— PROBLEM STATEMENT —
Below are some records. Return exactly the lines from the one containing "thumb ip: (102, 198)" through the one containing "middle tip: (254, 133)", both included, and only those.

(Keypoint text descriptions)
☆ ☆ ☆ ☆ ☆
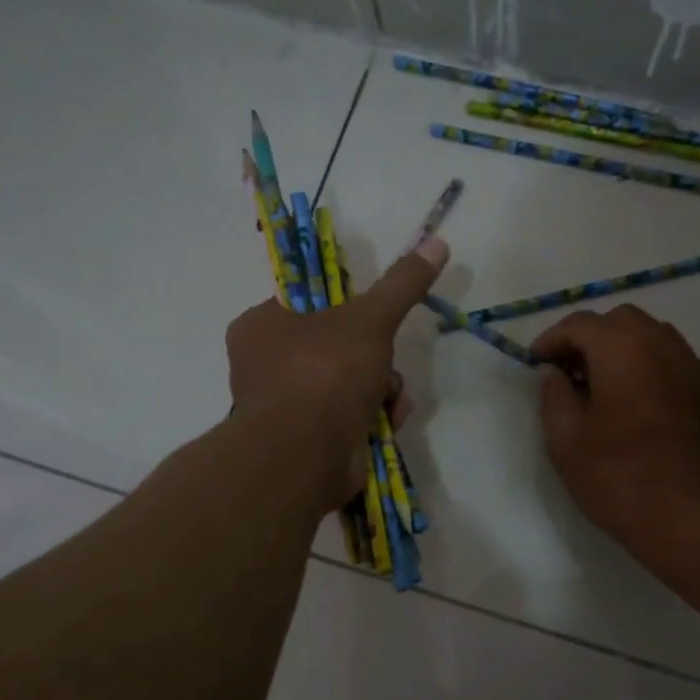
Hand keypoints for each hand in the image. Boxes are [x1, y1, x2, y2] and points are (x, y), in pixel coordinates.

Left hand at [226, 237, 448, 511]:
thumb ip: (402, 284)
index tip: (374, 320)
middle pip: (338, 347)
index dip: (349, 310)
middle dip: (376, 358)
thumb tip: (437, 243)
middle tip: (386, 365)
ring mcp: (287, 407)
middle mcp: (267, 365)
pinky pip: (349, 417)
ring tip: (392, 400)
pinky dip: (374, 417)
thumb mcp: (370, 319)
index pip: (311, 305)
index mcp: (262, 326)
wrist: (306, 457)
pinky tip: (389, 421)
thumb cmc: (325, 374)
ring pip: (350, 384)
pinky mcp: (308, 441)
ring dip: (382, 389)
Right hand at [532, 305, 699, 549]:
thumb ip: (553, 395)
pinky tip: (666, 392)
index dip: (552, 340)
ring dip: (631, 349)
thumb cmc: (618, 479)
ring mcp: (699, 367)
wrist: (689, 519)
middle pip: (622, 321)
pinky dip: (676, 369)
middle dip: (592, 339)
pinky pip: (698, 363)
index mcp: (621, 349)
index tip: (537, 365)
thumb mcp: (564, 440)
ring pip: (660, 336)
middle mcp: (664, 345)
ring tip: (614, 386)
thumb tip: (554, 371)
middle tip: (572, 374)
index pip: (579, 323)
☆ ☆ ☆ ☆ ☆
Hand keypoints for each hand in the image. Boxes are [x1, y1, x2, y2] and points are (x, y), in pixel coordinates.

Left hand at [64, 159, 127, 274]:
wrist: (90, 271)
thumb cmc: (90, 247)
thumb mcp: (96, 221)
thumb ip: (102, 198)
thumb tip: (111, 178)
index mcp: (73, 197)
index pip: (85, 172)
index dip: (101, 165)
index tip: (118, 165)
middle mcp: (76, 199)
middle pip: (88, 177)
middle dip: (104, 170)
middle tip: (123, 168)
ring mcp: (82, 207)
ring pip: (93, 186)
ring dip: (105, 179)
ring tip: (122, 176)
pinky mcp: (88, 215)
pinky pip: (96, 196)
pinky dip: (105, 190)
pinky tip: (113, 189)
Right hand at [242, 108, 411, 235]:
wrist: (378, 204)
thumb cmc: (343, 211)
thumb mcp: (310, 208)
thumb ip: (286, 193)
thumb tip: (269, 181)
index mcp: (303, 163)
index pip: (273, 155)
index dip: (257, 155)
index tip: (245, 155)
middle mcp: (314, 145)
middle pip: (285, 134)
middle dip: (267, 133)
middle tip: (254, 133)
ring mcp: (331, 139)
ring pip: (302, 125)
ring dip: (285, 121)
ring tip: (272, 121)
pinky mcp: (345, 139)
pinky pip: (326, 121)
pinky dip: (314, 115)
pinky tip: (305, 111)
☆ ☆ ☆ ☆ ☆
— ANSWER FOR THE TASK —
thumb ip: (102, 198)
thumb tip: (111, 178)
index mcp: (73, 197)
index pip: (85, 172)
index dip: (101, 165)
index tip: (118, 165)
middle mcp: (76, 199)
middle pip: (88, 177)
middle dip: (104, 170)
middle tip: (123, 168)
ring mcp: (82, 207)
ring pip: (93, 186)
ring dip: (105, 179)
ring tip: (122, 176)
pinky mcp: (88, 215)
pinky pip: (96, 196)
pinky dip: (105, 190)
pinky tip: (113, 189)
Right hand at [242, 108, 411, 235]:
wrist: (378, 204)
thumb cmc: (343, 211)
thumb mcp: (310, 208)
thumb ip: (286, 193)
thumb tip: (269, 181)
index mcp: (303, 163)
index pip: (273, 155)
index dip: (257, 155)
index tip: (245, 155)
middle mcp: (314, 145)
middle pip: (285, 134)
middle dip: (267, 133)
middle tip: (254, 133)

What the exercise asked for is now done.